Copy the lines below exactly, starting with the first and finishing with the one holding "flex:none; width:33px; height:33px;"; do not copy the pictures.

[Saved data entries]
◇ ◇ ◇
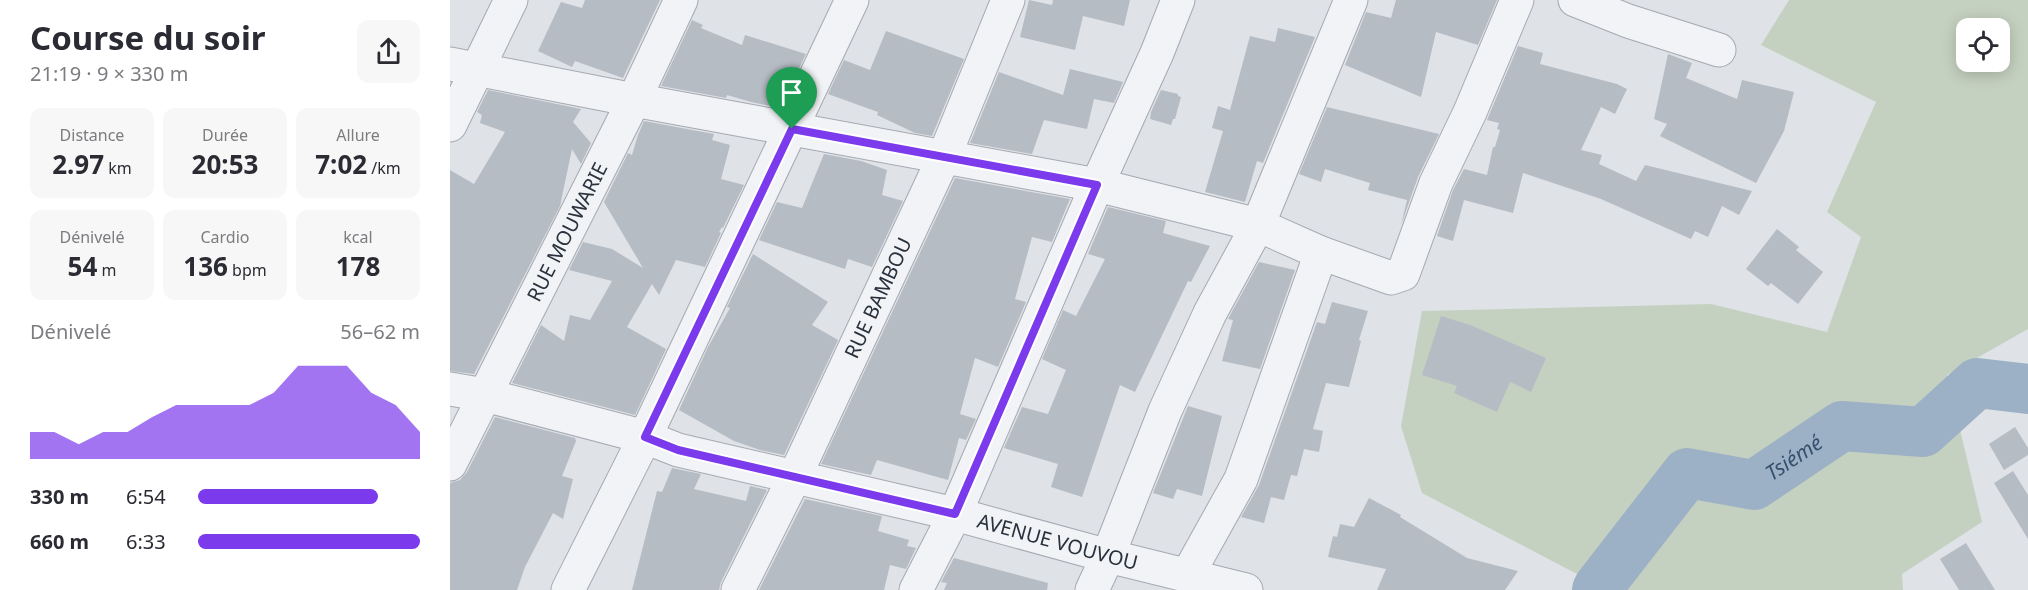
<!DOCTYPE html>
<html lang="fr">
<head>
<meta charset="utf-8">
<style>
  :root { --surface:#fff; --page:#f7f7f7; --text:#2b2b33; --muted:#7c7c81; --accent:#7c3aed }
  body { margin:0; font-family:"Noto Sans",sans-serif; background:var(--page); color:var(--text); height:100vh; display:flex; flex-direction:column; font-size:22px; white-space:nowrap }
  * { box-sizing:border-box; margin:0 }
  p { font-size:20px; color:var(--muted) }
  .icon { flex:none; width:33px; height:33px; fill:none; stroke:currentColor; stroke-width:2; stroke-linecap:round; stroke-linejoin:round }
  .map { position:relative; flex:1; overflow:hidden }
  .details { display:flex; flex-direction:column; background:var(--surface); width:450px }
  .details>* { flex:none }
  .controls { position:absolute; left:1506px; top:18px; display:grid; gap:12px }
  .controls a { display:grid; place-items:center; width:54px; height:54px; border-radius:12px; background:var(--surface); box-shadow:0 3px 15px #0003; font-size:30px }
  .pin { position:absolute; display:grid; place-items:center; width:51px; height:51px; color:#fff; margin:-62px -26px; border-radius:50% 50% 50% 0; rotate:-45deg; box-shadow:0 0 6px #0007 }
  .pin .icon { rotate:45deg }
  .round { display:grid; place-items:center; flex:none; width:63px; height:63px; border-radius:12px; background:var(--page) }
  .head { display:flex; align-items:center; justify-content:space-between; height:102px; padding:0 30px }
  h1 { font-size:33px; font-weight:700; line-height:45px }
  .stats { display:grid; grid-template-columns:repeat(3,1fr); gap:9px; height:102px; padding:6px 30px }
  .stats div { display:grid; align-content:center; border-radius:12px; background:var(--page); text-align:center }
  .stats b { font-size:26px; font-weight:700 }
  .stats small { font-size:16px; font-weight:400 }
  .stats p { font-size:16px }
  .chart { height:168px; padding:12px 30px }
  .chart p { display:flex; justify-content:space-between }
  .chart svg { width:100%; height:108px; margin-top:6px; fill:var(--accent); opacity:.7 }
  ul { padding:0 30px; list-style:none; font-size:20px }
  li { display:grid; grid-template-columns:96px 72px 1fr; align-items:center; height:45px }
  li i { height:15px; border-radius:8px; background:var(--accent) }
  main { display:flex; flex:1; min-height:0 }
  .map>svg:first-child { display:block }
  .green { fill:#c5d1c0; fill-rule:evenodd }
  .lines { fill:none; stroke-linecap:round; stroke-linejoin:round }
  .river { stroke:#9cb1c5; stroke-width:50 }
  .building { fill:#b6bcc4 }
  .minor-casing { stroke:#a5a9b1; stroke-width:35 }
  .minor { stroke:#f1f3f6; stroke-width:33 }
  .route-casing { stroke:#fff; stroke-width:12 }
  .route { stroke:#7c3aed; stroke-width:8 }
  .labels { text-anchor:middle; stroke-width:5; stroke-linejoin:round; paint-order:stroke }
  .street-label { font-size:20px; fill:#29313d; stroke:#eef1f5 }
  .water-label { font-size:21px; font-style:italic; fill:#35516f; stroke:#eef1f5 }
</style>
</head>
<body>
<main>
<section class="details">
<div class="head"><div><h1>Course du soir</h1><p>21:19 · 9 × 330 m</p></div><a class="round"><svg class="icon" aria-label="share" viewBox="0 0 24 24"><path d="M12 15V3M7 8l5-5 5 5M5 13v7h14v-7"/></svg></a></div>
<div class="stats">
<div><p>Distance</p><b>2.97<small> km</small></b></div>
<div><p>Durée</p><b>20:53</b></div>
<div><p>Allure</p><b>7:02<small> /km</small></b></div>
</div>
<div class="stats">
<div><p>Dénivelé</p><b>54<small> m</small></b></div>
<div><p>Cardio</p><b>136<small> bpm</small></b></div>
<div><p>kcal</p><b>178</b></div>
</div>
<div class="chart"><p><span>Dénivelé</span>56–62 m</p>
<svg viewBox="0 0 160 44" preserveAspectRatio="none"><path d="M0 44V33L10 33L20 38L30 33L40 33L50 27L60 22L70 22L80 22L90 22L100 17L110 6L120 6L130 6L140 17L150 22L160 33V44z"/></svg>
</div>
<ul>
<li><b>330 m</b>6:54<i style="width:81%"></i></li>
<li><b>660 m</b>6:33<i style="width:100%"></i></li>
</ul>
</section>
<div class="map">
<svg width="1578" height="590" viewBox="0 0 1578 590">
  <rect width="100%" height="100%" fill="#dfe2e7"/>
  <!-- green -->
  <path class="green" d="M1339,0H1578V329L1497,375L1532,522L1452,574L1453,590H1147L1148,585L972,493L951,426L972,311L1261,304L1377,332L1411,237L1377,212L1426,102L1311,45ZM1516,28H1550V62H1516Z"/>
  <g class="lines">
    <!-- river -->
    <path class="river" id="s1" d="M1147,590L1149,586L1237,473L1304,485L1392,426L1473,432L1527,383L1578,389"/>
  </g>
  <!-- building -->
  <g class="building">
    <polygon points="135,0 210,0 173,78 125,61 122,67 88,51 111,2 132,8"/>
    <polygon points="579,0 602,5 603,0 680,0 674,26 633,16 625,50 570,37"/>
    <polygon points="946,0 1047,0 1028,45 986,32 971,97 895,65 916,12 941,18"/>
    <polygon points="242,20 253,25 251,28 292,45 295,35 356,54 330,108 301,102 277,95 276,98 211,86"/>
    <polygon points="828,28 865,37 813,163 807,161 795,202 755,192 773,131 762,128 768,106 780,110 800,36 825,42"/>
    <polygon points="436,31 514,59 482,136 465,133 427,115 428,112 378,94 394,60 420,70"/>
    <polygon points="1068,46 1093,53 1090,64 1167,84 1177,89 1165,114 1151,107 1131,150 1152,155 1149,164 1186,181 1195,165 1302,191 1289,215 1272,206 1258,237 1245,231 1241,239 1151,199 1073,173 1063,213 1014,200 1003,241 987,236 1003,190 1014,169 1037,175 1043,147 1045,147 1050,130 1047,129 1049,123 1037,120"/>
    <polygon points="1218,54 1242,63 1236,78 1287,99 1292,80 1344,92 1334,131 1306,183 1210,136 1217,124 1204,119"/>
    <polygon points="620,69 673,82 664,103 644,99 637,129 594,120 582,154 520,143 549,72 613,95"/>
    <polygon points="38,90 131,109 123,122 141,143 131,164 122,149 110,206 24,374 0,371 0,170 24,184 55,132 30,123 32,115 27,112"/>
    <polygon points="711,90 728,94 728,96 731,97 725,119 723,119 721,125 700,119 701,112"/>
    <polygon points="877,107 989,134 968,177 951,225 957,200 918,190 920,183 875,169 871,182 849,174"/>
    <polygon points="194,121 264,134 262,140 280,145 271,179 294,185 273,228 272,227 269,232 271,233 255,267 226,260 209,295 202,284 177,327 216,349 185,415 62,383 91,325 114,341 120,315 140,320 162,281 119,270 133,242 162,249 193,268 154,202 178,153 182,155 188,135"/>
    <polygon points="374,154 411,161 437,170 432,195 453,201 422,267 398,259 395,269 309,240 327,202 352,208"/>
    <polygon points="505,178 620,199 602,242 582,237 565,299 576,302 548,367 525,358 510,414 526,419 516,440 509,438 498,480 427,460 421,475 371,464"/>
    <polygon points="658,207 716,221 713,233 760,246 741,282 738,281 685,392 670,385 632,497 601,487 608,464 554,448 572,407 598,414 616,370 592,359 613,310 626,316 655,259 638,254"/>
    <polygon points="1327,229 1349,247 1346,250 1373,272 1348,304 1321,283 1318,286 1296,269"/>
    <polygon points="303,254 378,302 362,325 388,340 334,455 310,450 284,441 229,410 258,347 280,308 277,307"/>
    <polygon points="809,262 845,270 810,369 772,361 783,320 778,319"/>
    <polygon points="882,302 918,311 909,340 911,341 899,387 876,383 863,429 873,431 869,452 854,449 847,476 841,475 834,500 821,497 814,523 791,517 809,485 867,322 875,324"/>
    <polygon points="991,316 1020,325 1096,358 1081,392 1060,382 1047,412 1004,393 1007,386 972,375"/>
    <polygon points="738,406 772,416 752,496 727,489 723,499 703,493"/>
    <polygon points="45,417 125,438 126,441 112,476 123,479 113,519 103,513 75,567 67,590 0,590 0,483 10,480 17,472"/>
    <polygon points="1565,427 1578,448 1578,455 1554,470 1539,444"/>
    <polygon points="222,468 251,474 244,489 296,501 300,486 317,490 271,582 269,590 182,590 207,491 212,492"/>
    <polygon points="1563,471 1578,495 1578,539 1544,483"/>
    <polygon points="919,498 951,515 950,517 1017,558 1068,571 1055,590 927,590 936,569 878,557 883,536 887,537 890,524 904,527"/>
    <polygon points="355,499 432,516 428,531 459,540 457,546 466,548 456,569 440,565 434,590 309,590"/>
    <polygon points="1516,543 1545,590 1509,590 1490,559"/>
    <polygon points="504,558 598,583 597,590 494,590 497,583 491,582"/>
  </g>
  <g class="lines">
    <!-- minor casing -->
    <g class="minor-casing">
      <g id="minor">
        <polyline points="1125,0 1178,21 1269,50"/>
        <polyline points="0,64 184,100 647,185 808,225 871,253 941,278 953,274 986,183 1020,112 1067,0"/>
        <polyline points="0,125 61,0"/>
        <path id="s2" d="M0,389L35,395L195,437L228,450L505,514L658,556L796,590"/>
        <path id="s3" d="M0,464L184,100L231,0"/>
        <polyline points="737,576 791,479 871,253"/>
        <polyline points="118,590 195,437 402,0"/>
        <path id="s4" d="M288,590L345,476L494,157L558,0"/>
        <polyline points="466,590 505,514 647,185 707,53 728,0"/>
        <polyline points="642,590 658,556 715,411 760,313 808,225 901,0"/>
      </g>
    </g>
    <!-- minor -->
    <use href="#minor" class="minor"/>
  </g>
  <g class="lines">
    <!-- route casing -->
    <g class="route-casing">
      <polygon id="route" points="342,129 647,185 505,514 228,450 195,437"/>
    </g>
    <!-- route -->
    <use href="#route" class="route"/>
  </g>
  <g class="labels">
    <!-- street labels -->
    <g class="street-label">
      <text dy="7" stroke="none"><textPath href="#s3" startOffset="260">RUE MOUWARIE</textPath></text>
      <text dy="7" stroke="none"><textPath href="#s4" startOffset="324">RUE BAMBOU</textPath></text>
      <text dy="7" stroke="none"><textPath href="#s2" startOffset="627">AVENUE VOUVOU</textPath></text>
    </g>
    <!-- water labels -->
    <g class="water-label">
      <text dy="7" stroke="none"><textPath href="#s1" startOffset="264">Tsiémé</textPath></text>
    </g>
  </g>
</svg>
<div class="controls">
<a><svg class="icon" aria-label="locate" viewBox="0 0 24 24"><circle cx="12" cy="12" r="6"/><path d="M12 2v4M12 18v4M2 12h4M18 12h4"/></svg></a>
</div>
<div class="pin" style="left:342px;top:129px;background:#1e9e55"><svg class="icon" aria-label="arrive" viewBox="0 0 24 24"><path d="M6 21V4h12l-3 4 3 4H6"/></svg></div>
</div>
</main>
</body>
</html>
◇ ◇ ◇
#### Your solution
<!DOCTYPE html>
<html lang="fr">
<head>
<meta charset="utf-8">
<style>
  :root { --surface:#fff; --page:#f7f7f7; --text:#2b2b33; --muted:#7c7c81; --accent:#7c3aed }
  body { margin:0; font-family:"Noto Sans",sans-serif; background:var(--page); color:var(--text); height:100vh; display:flex; flex-direction:column; font-size:22px; white-space:nowrap }
  * { box-sizing:border-box; margin:0 }
  p { font-size:20px; color:var(--muted) }
  .icon { flex:none; width:33px; height:33px; fill:none; stroke:currentColor; stroke-width:2; stroke-linecap:round; stroke-linejoin:round }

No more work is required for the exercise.